Honestly mate, thats a loaded gun question here. At that price point pretty much all brakes will do what you ask for. Saints, Hopes, Codes, the ones, etc. They will all stop you insanely quick, have good modulation and all require some maintenance at some point.

Its going to be a question of what you like more and what costs what you want to pay including replacement parts (pads, broken levers, etc). Whatever you chose is going to be good for sure :thumbsup:


----------



## mountain_yj (May 18, 2009)

i agree swaussie. While i have never ridden saints i wouldn't hesitate if offered. But Hopes are also drop dead sexy


----------



## DHidiot (Aug 5, 2004)

Saints and Hope's both bleed just like moto/car brakes, but the parts for a Hope will probably be a ton more expensive.

Used the Formula Mega's (basically the One's) for a while, and went to the Saints.
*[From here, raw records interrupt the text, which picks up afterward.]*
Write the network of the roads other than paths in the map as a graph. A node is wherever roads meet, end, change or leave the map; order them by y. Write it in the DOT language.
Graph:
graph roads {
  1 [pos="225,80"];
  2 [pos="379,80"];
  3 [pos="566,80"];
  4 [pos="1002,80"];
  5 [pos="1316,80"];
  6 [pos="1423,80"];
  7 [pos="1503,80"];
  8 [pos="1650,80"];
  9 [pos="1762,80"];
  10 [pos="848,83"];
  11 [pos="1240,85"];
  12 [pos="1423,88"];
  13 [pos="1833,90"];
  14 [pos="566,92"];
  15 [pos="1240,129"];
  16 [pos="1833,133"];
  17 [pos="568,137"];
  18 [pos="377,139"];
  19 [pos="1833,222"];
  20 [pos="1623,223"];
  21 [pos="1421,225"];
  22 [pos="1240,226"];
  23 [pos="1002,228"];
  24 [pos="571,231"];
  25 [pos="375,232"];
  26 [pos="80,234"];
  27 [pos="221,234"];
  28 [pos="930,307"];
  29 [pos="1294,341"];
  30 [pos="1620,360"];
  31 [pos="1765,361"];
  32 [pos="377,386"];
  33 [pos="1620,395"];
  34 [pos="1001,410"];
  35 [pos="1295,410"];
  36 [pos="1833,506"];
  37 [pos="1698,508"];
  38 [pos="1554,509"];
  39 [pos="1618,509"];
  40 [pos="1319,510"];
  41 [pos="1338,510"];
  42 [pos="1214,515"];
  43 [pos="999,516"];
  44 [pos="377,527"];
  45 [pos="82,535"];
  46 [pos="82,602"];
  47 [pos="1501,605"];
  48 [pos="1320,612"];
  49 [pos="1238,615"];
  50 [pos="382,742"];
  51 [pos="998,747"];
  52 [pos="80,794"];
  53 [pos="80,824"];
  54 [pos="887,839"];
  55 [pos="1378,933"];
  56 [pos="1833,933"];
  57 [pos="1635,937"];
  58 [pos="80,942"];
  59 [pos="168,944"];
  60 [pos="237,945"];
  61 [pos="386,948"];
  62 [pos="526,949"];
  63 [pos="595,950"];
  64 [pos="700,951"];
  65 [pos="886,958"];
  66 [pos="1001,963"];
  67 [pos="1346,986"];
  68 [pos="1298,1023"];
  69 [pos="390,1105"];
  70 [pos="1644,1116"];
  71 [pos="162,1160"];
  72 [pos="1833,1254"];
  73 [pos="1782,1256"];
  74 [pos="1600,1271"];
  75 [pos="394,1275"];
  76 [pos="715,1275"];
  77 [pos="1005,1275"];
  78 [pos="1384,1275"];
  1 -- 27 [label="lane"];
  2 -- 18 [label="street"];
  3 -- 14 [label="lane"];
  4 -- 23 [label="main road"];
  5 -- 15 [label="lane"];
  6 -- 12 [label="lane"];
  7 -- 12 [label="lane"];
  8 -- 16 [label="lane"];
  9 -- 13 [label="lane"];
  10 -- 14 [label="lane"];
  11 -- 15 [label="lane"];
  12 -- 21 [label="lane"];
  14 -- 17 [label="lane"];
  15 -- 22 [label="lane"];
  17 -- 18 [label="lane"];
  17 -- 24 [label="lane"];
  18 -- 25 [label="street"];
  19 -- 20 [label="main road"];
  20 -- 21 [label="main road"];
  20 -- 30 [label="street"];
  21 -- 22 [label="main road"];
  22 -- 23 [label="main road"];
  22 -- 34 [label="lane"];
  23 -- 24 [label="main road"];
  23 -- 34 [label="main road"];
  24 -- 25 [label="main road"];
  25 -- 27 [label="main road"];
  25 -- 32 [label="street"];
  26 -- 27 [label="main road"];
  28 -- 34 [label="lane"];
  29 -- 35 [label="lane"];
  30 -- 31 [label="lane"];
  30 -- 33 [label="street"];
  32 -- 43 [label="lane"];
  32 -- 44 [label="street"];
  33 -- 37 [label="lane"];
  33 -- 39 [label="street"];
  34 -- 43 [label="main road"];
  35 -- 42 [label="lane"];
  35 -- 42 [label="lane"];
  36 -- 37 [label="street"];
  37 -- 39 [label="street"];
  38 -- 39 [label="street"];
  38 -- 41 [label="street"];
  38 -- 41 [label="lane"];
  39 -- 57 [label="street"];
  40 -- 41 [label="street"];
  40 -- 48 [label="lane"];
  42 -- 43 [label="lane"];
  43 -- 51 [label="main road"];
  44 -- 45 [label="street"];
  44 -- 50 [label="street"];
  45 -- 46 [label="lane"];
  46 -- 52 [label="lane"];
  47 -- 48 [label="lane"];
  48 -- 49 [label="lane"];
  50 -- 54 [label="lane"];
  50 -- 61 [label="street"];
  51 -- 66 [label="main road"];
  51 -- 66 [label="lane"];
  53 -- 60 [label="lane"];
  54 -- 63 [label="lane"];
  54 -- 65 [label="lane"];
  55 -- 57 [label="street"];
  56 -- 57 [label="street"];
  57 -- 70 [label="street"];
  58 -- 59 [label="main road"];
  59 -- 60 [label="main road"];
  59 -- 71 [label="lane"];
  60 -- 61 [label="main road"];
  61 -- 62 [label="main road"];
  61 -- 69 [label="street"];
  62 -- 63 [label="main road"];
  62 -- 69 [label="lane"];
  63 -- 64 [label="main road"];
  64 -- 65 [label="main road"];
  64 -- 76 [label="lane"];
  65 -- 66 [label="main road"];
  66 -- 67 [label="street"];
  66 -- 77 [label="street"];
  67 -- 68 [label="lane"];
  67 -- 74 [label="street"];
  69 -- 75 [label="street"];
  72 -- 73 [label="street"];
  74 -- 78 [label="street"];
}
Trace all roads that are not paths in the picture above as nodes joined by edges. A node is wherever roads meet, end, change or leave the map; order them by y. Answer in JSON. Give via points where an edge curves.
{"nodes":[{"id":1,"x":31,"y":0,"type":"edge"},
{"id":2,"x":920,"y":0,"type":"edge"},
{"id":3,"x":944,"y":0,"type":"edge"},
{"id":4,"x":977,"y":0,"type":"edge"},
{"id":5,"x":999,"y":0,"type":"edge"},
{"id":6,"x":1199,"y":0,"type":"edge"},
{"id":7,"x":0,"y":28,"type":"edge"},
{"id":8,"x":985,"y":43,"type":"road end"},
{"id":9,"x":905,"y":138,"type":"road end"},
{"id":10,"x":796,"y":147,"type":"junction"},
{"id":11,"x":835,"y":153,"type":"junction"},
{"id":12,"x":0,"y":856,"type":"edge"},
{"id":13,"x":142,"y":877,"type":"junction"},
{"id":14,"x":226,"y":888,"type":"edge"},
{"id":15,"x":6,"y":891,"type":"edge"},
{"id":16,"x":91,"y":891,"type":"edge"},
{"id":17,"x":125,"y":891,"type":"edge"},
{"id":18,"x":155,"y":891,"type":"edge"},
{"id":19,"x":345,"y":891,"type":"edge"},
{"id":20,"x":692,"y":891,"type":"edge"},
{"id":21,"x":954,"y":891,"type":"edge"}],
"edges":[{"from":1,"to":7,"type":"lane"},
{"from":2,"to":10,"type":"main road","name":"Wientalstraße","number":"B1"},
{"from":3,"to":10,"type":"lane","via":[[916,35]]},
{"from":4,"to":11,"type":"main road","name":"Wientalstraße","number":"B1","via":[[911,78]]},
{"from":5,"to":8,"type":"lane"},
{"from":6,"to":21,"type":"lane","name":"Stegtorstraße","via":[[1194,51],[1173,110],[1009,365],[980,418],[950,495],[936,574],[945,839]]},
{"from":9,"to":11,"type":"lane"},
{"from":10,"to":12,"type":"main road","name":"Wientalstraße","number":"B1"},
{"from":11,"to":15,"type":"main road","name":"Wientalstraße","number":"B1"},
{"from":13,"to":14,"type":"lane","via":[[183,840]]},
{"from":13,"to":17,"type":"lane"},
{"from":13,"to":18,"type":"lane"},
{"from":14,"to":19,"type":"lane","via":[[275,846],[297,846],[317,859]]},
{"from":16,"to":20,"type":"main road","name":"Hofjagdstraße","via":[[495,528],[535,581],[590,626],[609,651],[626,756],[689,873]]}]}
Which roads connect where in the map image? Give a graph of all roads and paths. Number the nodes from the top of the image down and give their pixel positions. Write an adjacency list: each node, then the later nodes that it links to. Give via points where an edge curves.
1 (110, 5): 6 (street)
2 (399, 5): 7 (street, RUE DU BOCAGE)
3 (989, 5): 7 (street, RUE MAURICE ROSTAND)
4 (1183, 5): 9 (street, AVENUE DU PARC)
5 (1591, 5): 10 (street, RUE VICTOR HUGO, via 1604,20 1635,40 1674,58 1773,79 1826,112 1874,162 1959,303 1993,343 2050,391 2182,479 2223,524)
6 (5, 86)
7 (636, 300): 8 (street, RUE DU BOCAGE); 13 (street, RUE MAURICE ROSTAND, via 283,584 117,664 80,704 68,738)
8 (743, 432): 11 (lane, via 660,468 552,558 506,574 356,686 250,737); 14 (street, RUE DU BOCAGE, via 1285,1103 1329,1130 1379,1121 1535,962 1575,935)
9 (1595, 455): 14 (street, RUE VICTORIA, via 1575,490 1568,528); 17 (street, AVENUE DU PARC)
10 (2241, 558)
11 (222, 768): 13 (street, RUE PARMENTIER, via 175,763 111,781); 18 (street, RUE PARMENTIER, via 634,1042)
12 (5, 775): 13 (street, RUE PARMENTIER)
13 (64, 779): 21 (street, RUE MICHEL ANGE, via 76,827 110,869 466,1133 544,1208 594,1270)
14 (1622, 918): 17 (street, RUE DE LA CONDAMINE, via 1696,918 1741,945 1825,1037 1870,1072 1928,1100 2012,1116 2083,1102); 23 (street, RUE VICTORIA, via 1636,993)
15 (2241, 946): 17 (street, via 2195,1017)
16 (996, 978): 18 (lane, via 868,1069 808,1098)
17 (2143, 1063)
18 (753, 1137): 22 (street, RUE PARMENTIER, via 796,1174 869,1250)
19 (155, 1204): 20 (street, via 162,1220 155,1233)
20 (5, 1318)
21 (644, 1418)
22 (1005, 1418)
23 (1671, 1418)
Not looking back. The Oro series is still excellent though.


----------



## hitechredneck (May 9, 2009)

Another vote for the saints. I just put some on my non dh sanction and all i have to say is wow!! im getting way to ballsy with these on just a 6" bike! Great brakes that is for sure.


----------



## BigHit888 (Aug 13, 2008)

cwrender said:


> Hi,
> I went from Moto V2´s (floating disc) to 810 Saint´s. more power, less fading, better modulation, less maintanance and less pad-wear (but spendy pads by the way). In fact the only comparison Hope wins by a large margin is look (its beautiful cnc machining looks smarter than a Thomson Stem or Hadley hub). The new brakes are the best "complete package" I have ever used by a large margin (out of M6 Ti, M4, Mini, Moto V2, Juicy 7, Code and Oro the one). If you go Hope I would recomend the V2 over the M4 (better fading resistance, more power, less maintanance).


What do you mean less maintenance on the Saints?


----------



## swaussie (Jul 23, 2007)

how about the new avid elixer brakes? I have heard good things about them and some of the pros run them, so they can't be too shabby.


----------



## EFMax (Aug 20, 2008)

I am kind of curious as to what people expect at this price point: I have not tried a set of Saints so I shall pass no comment but I run a set of Hope's M4 back and front on 203mm rotors and at 200ibs and on loose rubble and stones, often reaching speeds around 40mph, all I need to know is that my brakes are gonna stop me and stop me when I tell them to; and in that respect the M4's do their job - over and over again on multiple decents (sometimes reaching over 1km in distance). Of course good tyres help.

As for servicing, then I do not find Hope bits expensive and often their service department will send you small stuff for free and when it comes to bleeding their brakes, I could not ask for an easier one person operation.. so again, I am a little curious as to what people really want or why their score points over other makes that are in all honest all as good as each other give or take the odd personal choices here or there.


----------



## BigHit888 (Aug 13, 2008)

swaussie said:


> how about the new avid elixer brakes? I have heard good things about them and some of the pros run them, so they can't be too shabby.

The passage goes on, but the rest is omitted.